Task prompt: If a line in the records below contains the word "roads", copy it out.

[Stored items]
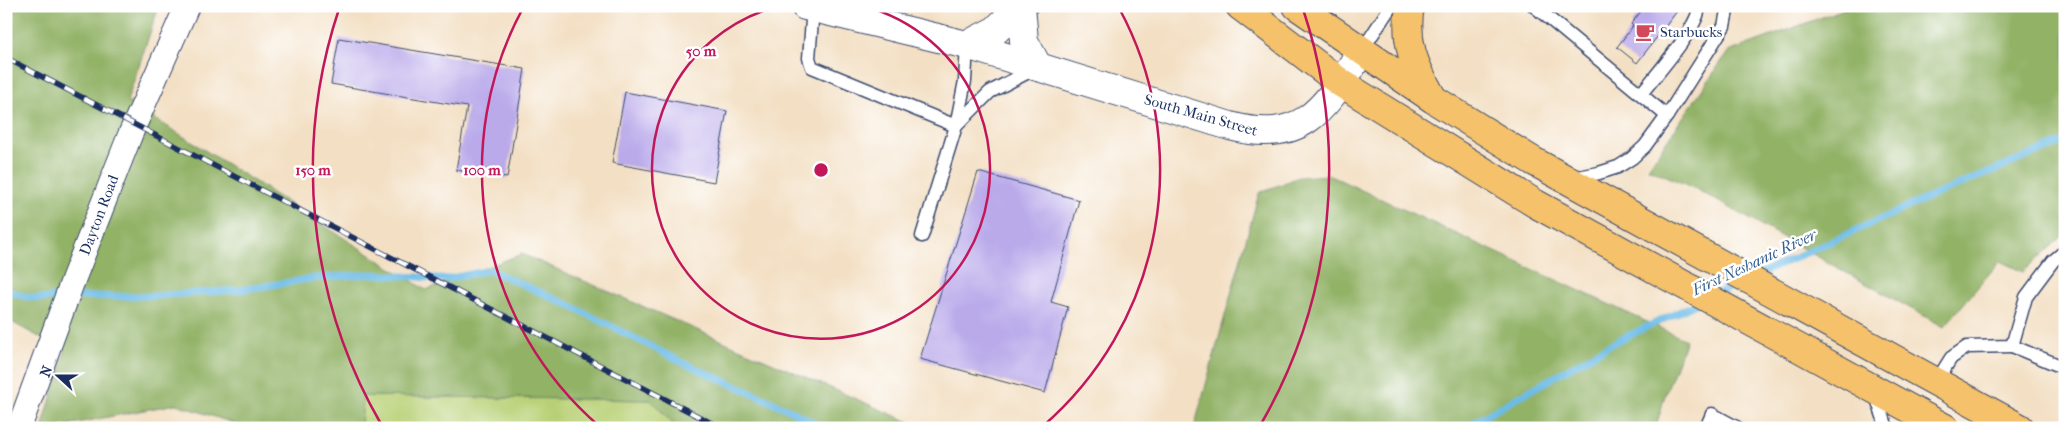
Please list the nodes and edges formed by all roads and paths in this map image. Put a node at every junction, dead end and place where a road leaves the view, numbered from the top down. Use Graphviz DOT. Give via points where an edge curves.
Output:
graph roads {
  1 [pos="187,6"];
  2 [pos="1020,6"];
  3 [pos="1240,6"];
  4 [pos="1297,6"];
  5 [pos="1391,6"];
  6 [pos="1410,6"];
  7 [pos="1534,6"];
  8 [pos="1699,6"];
  9 [pos="1728,6"];
  10 [pos="809,7"];
  11 [pos="967,45"];
  12 [pos="1361,52"];
  13 [pos="1038,67"];
  14 [pos="1341,83"];
  15 [pos="1641,94"];
  16 [pos="1433,99"];
  17 [pos="1667,116"];
  18 [pos="956,126"];
  19 [pos="1565,178"];
  20 [pos="922,236"];
  21 [pos="2065,251"];
  22 [pos="2012,346"];
  23 [pos="2065,368"];
  24 [pos="1936,382"];
  25 [pos="1874,391"];
  26 [pos="20,428"];
  27 [pos="1706,428"];
  28 [pos="1738,428"];
  29 [pos="1887,428"];
  30 [pos="1945,428"];
  31 [pos="2020,428"];
  1 -- 26 [label="street, Dayton Road" via="130,135"];
  2 -- 11 [label="street" via="996,30"];
  2 -- 13 [label="street" via="1024,41"];
  3 -- 14 [label="highway"];
  4 -- 12 [label="highway"];
  5 -- 12 [label="lane"];
  6 -- 16 [label="highway" via="1409,42 1415,67"];
  7 -- 15 [label="lane"];
  8 -- 15 [label="lane" via="1694,24"];
  9 -- 17 [label="lane" via="1724,26"];
  10 -- 11 [label="street, South Main Street"];
  10 -- 18 [label="lane" via="809,58 812,67"];
  11 -- 13 [label="street, South Main Street"];
  11 -- 18 [label="lane" via="965,81"];
  12 -- 14 [label="street, South Main Street"];
  12 -- 16 [label="highway"];
  13 -- 14 [label="street, South Main Street" via="1230,126 1267,132 1304,122 1323,107"];
  13 -- 18 [label="lane" via="990,92"];
  14 -- 25 [label="highway" via="1536,204"];
  15 -- 17 [label="lane"];
  16 -- 19 [label="highway"];
  17 -- 19 [label="lane" via="1645,146 1618,167"];
  18 -- 20 [label="lane"];
  19 -- 24 [label="highway"];
  21 -- 22 [label="lane" via="2026,298"];
  22 -- 23 [label="lane"];
  22 -- 24 [label="lane" via="1967,347 1951,358"];
  24 -- 31 [label="highway"];
  25 -- 29 [label="lane"];
  25 -- 30 [label="highway"];
  27 -- 28 [label="lane" via="1712,414"];
}
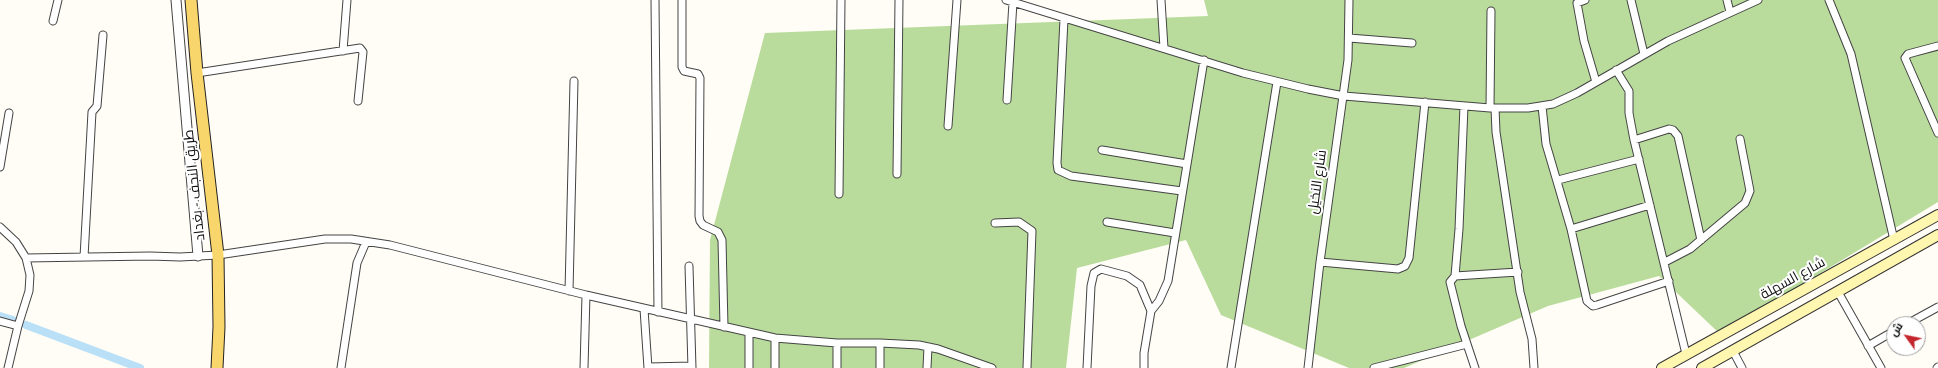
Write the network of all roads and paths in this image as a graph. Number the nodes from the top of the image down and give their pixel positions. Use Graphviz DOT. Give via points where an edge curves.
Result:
graph roads {
  1 [pos="58,0"];
  2 [pos="176,0"];
  3 [pos="191,0"];
  4 [pos="347,0"];
  5 [pos="655,0"];
  6 [pos="682,0"];
  7 [pos="841,0"];
  8 [pos="899,0"];
  9 [pos="957,0"];
  10 [pos="1161,0"];
  11 [pos="1348,0"];
  12 [pos="1585,0"];
  13 [pos="1631,0"];
  14 [pos="1727,0"];
  15 [pos="1758,0"];
  16 [pos="1829,0"];
  17 [pos="1010,1"];
  18 [pos="1576,1"];
  19 [pos="1491,11"];
  20 [pos="1730,12"];
  21 [pos="1064,19"];
  22 [pos="53,21"];
  23 [pos="103,35"];
  24 [pos="1349,38"];
  25 [pos="1412,43"];
  26 [pos="1938,46"];
  27 [pos="1164,48"];
  28 [pos="343,51"];
  29 [pos="1644,54"];
  30 [pos="1204,60"];
  31 [pos="1616,70"];
  32 [pos="197,73"];
  33 [pos="574,81"];
  34 [pos="1277,82"];
  35 [pos="1596,82"];
  36 [pos="1344,96"];
  37 [pos="1007,100"];
  38 [pos="358,101"];
  39 [pos="1425,102"];
  40 [pos="1464,106"];
  41 [pos="1542,106"];
  42 [pos="1492,108"];
  43 [pos="9,114"];
  44 [pos="948,126"];
  45 [pos="1938,134"];
  46 [pos="1634,140"];
  47 [pos="1740,140"];
  48 [pos="1102,150"];
  49 [pos="1639,160"];
  50 [pos="1187,164"];
  51 [pos="0,167"];
  52 [pos="897,174"];
  53 [pos="1558,180"];
  54 [pos="1182,191"];
  55 [pos="839,194"];
  56 [pos="1650,205"];
  57 [pos="1938,215"];
  58 [pos="1107,222"];
  59 [pos="995,223"];
  60 [pos="0,227"];
  61 [pos="1571,229"];
  62 [pos="1175,233"];
  63 [pos="1938,235"];
  64 [pos="1701,240"];
  65 [pos="1894,240"];
  66 [pos="366,242"];
  67 [pos="218,255"];
  68 [pos="198,256"];
  69 [pos="84,257"];
  70 [pos="26,258"];
  71 [pos="1320,262"];
  72 [pos="1665,262"];
  73 [pos="689,266"];
  74 [pos="1518,272"];
  75 [pos="1455,276"];
  76 [pos="1669,281"];
  77 [pos="569,291"];
  78 [pos="1838,292"];
  79 [pos="586,296"];
  80 [pos="1938,307"];
  81 [pos="644,309"];
  82 [pos="1152,311"];
  83 [pos="658,312"];
  84 [pos="1922,316"];
  85 [pos="691,319"];
  86 [pos="0,321"];
  87 [pos="18,326"];
  88 [pos="724,327"];
  89 [pos="749,332"];
  90 [pos="1886,336"];
  91 [pos="775,338"];
  92 [pos="837,343"];
  93 [pos="880,343"];
  94 [pos="1467,344"];
  95 [pos="1868,346"];
  96 [pos="928,347"];
  97 [pos="1733,351"];
  98 [pos="1686,354"];
  99 [pos="692,367"];
  100 [pos="8,368"];
  101 [pos="217,368"];
  102 [pos="341,368"];
  103 [pos="584,368"];
  104 [pos="648,368"];
  105 [pos="749,368"];
  106 [pos="775,368"];
  107 [pos="837,368"];
  108 [pos="880,368"];
  109 [pos="927,368"];
  110 [pos="992,368"];
  111 [pos="1027,368"];
  112 [pos="1088,368"];
  113 [pos="1144,368"];
  114 [pos="1231,368"];
  115 [pos="1308,368"];
  116 [pos="1374,368"];
  117 [pos="1475,368"];
  118 [pos="1534,368"];
  119 [pos="1662,368"];
  120 [pos="1702,368"];
  121 [pos="1742,368"];
  122 [pos="1881,368"];
  1 -- 22 [label="street"];
  2 -- 68 [label="street"];
  3 -- 32 [label="main road, طريق النجف - بغداد"];
  4 -- 28 [label="street"];
  5 -- 83 [label="street"];
  6 -- 88 [label="street" via="682,67 684,71 698,74 700,78 699,216 703,225 718,232 722,240"];
  7 -- 55 [label="street"];
  8 -- 52 [label="street"];
  9 -- 44 [label="street"];
  10 -- 27 [label="street"];
  11 -- 24 [label="street, شارع النخيل"];
  12 -- 18 [label="street"];
  13 -- 29 [label="street"];
  14 -- 20 [label="street"];
  15 -- 20 [label="street"];
  16 -- 65 [label="street" via="1851,54"];
  17 -- 21 [label="street"];
  17 -- 37 [label="street"];
  18 -- 35 [label="street"];
  19 -- 42 [label="street"];
  20 -- 29 [label="street"];
  21 -- 27 [label="street"];
  21 -- 54 [label="street" via="1058,170 1071,176"];
  23 -- 69 [label="street" via="97,106 92,112"];
  24 -- 25 [label="street"];
  24 -- 36 [label="street, شارع النخيل"];
  26 -- 45 [label="street" via="1908,54 1905,58"];
  27 -- 30 [label="street"];
  28 -- 32 [label="street"];
  28 -- 38 [label="street" via="360,48 363,50"];
  29 -- 31 [label="street"];
  30 -- 34 [label="street"];
  30 -- 50 [label="street"];
  31 -- 35 [label="street"];
  31 -- 46 [label="street" via="1628,91"];
  32 -- 67 [label="main road, طريق النجف - بغداد"];
  33 -- 77 [label="street"];
  34 -- 36 [label="street"];
  34 -- 114 [label="street"];
  35 -- 41 [label="street" via="1553,104"];
  36 -- 39 [label="street"];
  36 -- 71 [label="street, شارع النخيل"];
  39 -- 40 [label="street"];
  39 -- 71 [label="street" via="1409,258 1405,266 1398,269"];
  40 -- 42 [label="street"];
  40 -- 75 [label="street"];
  41 -- 42 [label="street"];
  41 -- 53 [label="street" via="1546,144"];
  42 -- 74 [label="street"];
  43 -- 51 [label="street"];
  46 -- 49 [label="street"];
  46 -- 64 [label="street" via="1669,129 1678,136"];
  47 -- 64 [label="street" via="1750,194 1745,203"];
  48 -- 50 [label="street"];
  49 -- 53 [label="street"];
  49 -- 56 [label="street"];
  50 -- 54 [label="street"];
  53 -- 61 [label="street"];
  54 -- 62 [label="street"];
  56 -- 61 [label="street"];
  56 -- 72 [label="street"];
  57 -- 65 [label="main road, شارع السهلة"];
  58 -- 62 [label="street"];
  59 -- 111 [label="street" via="1019,222 1032,231"];
  60 -- 70 [label="street" via="16,242"];
  61 -- 76 [label="street" via="1587,301 1593,306"];
  62 -- 82 [label="street" via="1168,280"];
  63 -- 78 [label="main road"];
  64 -- 72 [label="street"];
  65 -- 98 [label="main road, شارع السهلة"];
  66 -- 67 [label="street" via="325,239"];
  66 -- 77 [label="street" via="390,245"];
  66 -- 102 [label="street" via="357,263"];
  67 -- 68 [label="street"];
  67 -- 101 [label="main road, طريق النجف - بغداد"];
  68 -- 69 [label="street"];
  69 -- 70 [label="street"];
  70 -- 87 [label="street" via="30,275 29,291"];
  71 -- 115 [label="street, شارع النخيل"];
  72 -- 76 [label="street"];
  73 -- 85 [label="street"];
  74 -- 75 [label="street"];
  74 -- 118 [label="street" via="1532,339"];
  75 -- 94 [label="street" via="1450,282"];
  76 -- 98 [label="street"];
  77 -- 79 [label="street"];
  78 -- 95 [label="street"];
  78 -- 97 [label="main road"];
  79 -- 81 [label="street"];
  79 -- 103 [label="street"];
  80 -- 84 [label="street"];
  81 -- 83 [label="street"];
  81 -- 104 [label="street"];
  82 -- 112 [label="street" via="1140,285 1127,276 1101,269 1094,273"];
  82 -- 113 [label="street" via="1144,353"];
  83 -- 85 [label="street"];
  85 -- 88 [label="street"];
  85 -- 99 [label="street"];
  86 -- 87 [label="street"];
  87 -- 100 [label="street"];
  88 -- 89 [label="street"];
  89 -- 91 [label="street"];
  89 -- 105 [label="street"];
  90 -- 95 [label="street"];
  91 -- 92 [label="street"];
  91 -- 106 [label="street"];
  92 -- 93 [label="street"];
  92 -- 107 [label="street"];
  93 -- 96 [label="street"];
  93 -- 108 [label="street"];
  94 -- 116 [label="street"];
  94 -- 117 [label="street"];
  95 -- 122 [label="street"];
  96 -- 109 [label="street"];
  96 -- 110 [label="street"];
  97 -- 120 [label="main road"];
  97 -- 121 [label="street"];
  98 -- 119 [label="main road, شارع السهلة"];
  99 -- 104 [label="street"];
}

Response:
Please list the nodes and edges formed by all roads and paths in this map image. Put a node at every junction, dead end and place where a road leaves the view, numbered from the top down. Use Graphviz DOT. Give via points where an edge curves.
graph roads {
Write the network of all roads and paths in this image as a graph. Number the nodes from the top of the image down and give their pixel positions. Use Graphviz DOT. Give via points where an edge curves.
graph roads {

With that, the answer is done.